An effective way to multiply money is to get your dollars to do multiple jobs. First, let’s define what a “job” is.
Any time a dollar buys a product, purchases an asset, pays an insurance premium, reduces tax, increases cash flow, leverages itself, improves protection, recaptures opportunity cost, improves liquidity, recovers control, enables tax benefits, builds confidence, gains movement or lowers restrictions, that dollar is doing one job.
In many financial products (things we buy), money can do two or three jobs, as well as in many strategies (things we do), it can do five or six additional jobs. However, too many people limit their prosperity potential by having their dollars do only one or two jobs.
For example, we might put away dollars only to educate kids, or dollars only for retirement. A retirement fund or an education fund also provide some tax benefits, but often in the form of tax deferral. (Deferring tax is like sticking your head in the sand, ignoring taxes and hoping they will disappear. Unfortunately, deferring almost guarantees you’ll pay more later.)
So how do you get your dollars to educate your kids AND provide for your financial freedom? You get your money to multi-task. Like a Smartphone, money can do more than one thing. And money multiplies (does many jobs) when it’s moving. When it’s sitting still, it can only do one or two jobs. Let’s look at some examples of how this works:
Example #1: Investment Real Estate. Rental properties are excellent vehicles for accelerating prosperity. When you purchase investment real estate, you put your money to work! Here are some likely jobs your dollars will be doing:
- purchasing and improving the property itself
- making mortgage payments, which increase equity as well as pay interest
- earning appreciation (not guaranteed, but historically reliable over time
- qualifying landlord for depreciation (a tax advantage which offsets cash flow)

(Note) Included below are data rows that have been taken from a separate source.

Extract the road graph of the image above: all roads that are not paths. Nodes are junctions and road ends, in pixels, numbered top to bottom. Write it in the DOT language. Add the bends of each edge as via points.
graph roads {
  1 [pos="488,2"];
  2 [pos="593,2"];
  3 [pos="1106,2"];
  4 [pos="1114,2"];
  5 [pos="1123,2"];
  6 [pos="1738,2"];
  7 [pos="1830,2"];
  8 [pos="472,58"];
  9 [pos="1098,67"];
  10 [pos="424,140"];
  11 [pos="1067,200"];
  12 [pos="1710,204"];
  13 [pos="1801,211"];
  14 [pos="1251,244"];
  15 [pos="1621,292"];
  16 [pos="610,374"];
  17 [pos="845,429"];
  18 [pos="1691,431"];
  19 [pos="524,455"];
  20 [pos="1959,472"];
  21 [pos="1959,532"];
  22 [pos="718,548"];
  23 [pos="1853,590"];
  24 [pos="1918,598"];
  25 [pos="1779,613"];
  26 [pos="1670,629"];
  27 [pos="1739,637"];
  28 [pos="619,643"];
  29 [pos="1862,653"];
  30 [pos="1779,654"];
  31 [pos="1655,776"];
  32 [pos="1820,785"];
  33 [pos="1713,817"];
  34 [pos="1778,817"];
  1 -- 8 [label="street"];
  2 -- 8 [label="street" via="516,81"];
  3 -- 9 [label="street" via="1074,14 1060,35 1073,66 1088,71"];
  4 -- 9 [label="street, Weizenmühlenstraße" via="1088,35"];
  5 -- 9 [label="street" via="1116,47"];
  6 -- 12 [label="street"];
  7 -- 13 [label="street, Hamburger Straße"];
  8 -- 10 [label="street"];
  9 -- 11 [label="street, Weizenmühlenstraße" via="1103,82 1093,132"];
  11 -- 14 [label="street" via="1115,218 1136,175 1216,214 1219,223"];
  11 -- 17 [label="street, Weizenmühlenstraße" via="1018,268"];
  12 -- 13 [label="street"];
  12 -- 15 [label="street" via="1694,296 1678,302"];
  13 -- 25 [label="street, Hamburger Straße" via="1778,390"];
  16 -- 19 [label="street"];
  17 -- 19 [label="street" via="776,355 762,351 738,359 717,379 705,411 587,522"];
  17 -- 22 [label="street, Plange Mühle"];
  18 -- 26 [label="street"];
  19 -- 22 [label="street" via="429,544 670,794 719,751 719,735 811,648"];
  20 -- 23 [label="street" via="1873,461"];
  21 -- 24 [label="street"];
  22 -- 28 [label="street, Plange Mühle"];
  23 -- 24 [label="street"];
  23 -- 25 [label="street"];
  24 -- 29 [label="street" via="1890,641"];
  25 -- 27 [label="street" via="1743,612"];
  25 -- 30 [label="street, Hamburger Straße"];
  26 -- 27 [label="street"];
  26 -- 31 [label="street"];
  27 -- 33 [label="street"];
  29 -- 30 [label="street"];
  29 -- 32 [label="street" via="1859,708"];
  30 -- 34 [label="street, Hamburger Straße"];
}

- achieving leverage (the nearly unlimited ability to multiply dollars by controlling a larger asset with a smaller down payment)
- enabling disposition (the ability to sell or give property away in a tax-favored way, such as in a Charitable Remainder Trust)

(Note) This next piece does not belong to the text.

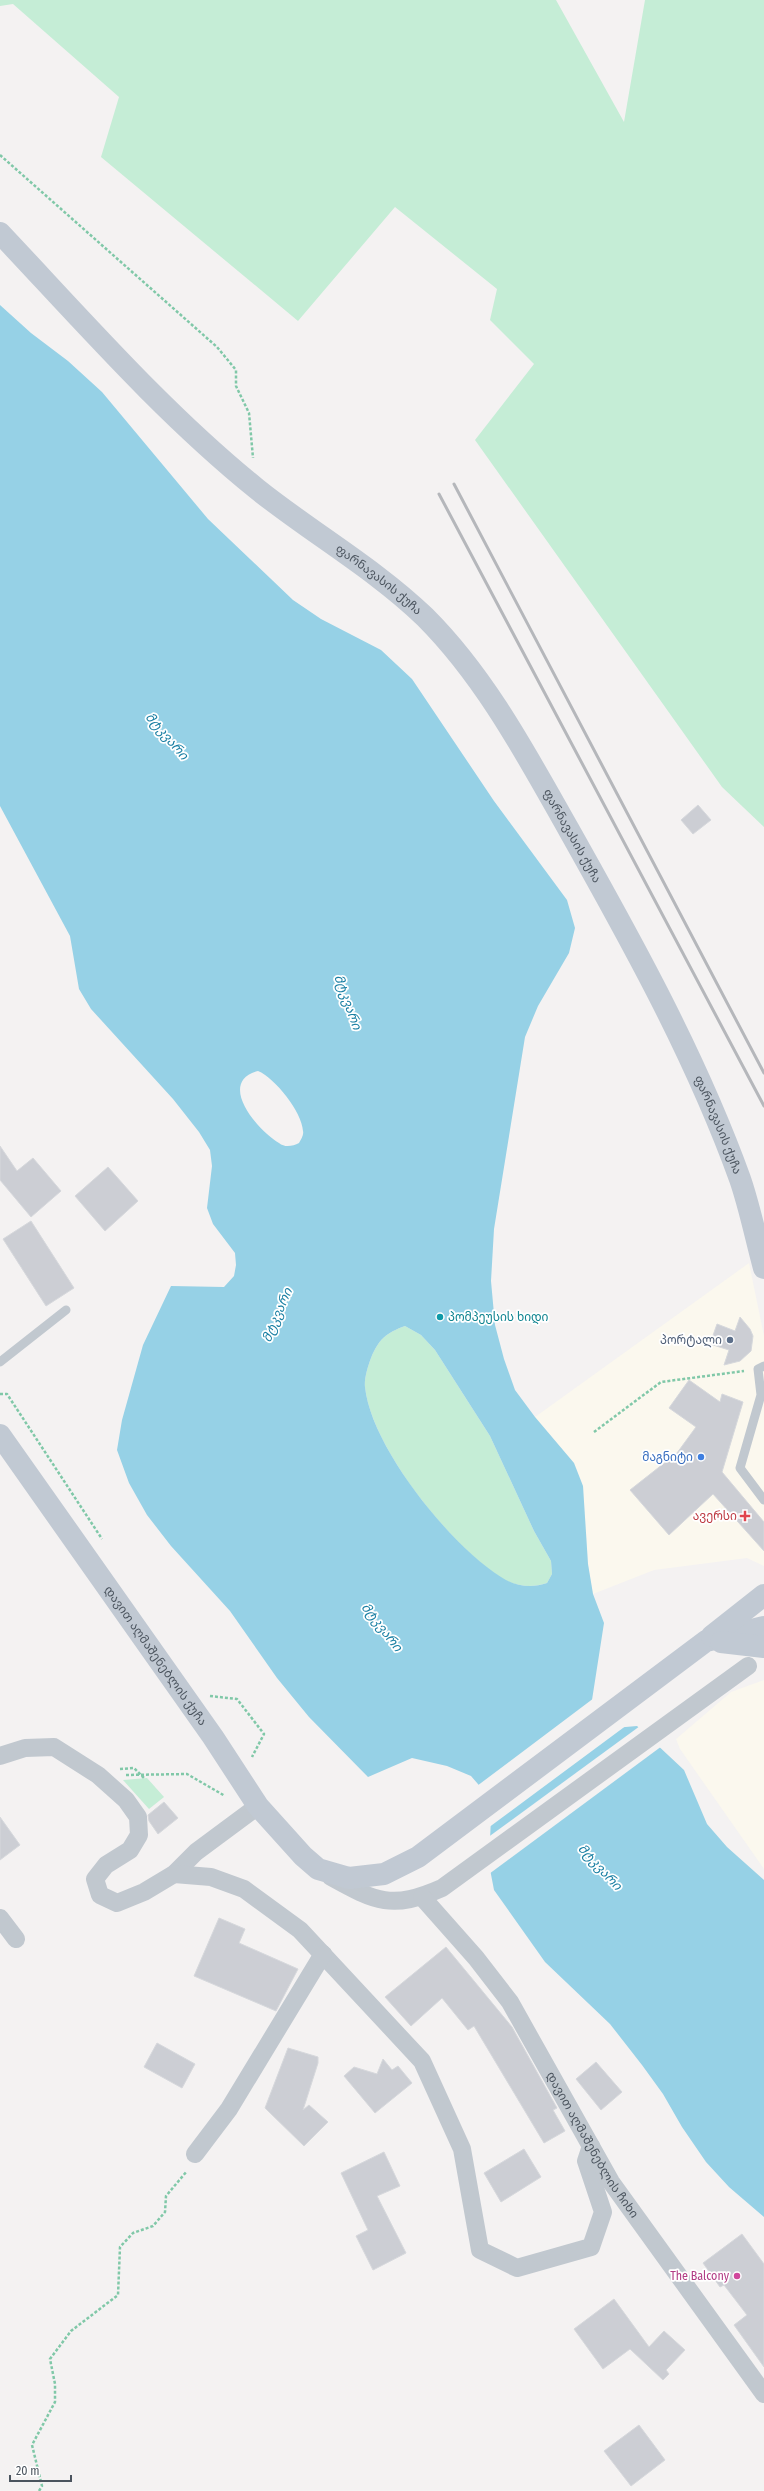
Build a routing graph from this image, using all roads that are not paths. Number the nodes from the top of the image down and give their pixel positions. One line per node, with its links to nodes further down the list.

- creating cash flow (which can be increased over time)
- building financial confidence through gaining experience as a real estate investor.
Now how about educating those kids? If you build up assets in a 529 plan, when you send the kid and the money off to school, the asset is gone. That money now causes lost opportunity cost for your retirement or financial freedom.
For example, if you send $100,000 off to the school at your age 50, this equals $324,340 lost from your asset base by the time you are 80, assuming that you could have earned 4% with that money. If you have investments performing at net 12%, the lost opportunity cost is a whopping $2,995,992.
By using real estate, that $100,000 can be accessed by borrowing against the property (meaning that the underlying asset keeps growing). The cost of borrowing (interest plus principal pay back) can be carried by the tenants. It can also improve your tax position. Then as the loan is repaid (again, by the tenants), the borrowing strategy can be used again for the next child. When college costs are repaid, the property then produces cash flow for financial freedom.
Notice it was the product (investment real estate) plus the strategies (leveraging) that enabled the dollar to educate kids AND provide financial freedom.
Example #2: Whole Life (Cash Value) Insurance. (This is assuming the policy is properly set up with paid-up additions and waiver of premium riders.) Here are the multiple jobs your dollars can do in whole life insurance:
- pay for premiums
- build cash value
- provide waiver of premium
- guarantee a death benefit
- be used for leverage (such as borrowing against your cash value from your insurance company, perhaps… for that rental property down payment?)
- increase of death benefit over time
- the capability for paid up additions
- the possibility of living benefits and other jobs.
Additionally, money can “move” through the policy, and leveraging your policy gives you endless options for further cash flow.
Can life insurance help educate your kids AND provide for your own financial freedom?
Absolutely. Similar to real estate, you can borrow against (we don’t recommend “taking out”) cash value of life insurance to pay for school while the underlying asset keeps right on growing.
The cost of borrowing (interest plus principle) will need to be paid back by either you or your child, however, borrowing costs go on only for a period of time, say four years of college plus ten years of payback, whereas opportunity costs go on for your life time. (We used age 80 in the example above, but opportunity costs really don’t stop until you die.)
Getting your hard-earned dollars to do as many jobs as possible is more important than chasing a higher rate of return. We all want our money to be efficient and effective. To accomplish this, our measuring stick should be “how many jobs our dollar is doing”–not what rate of return it is earning.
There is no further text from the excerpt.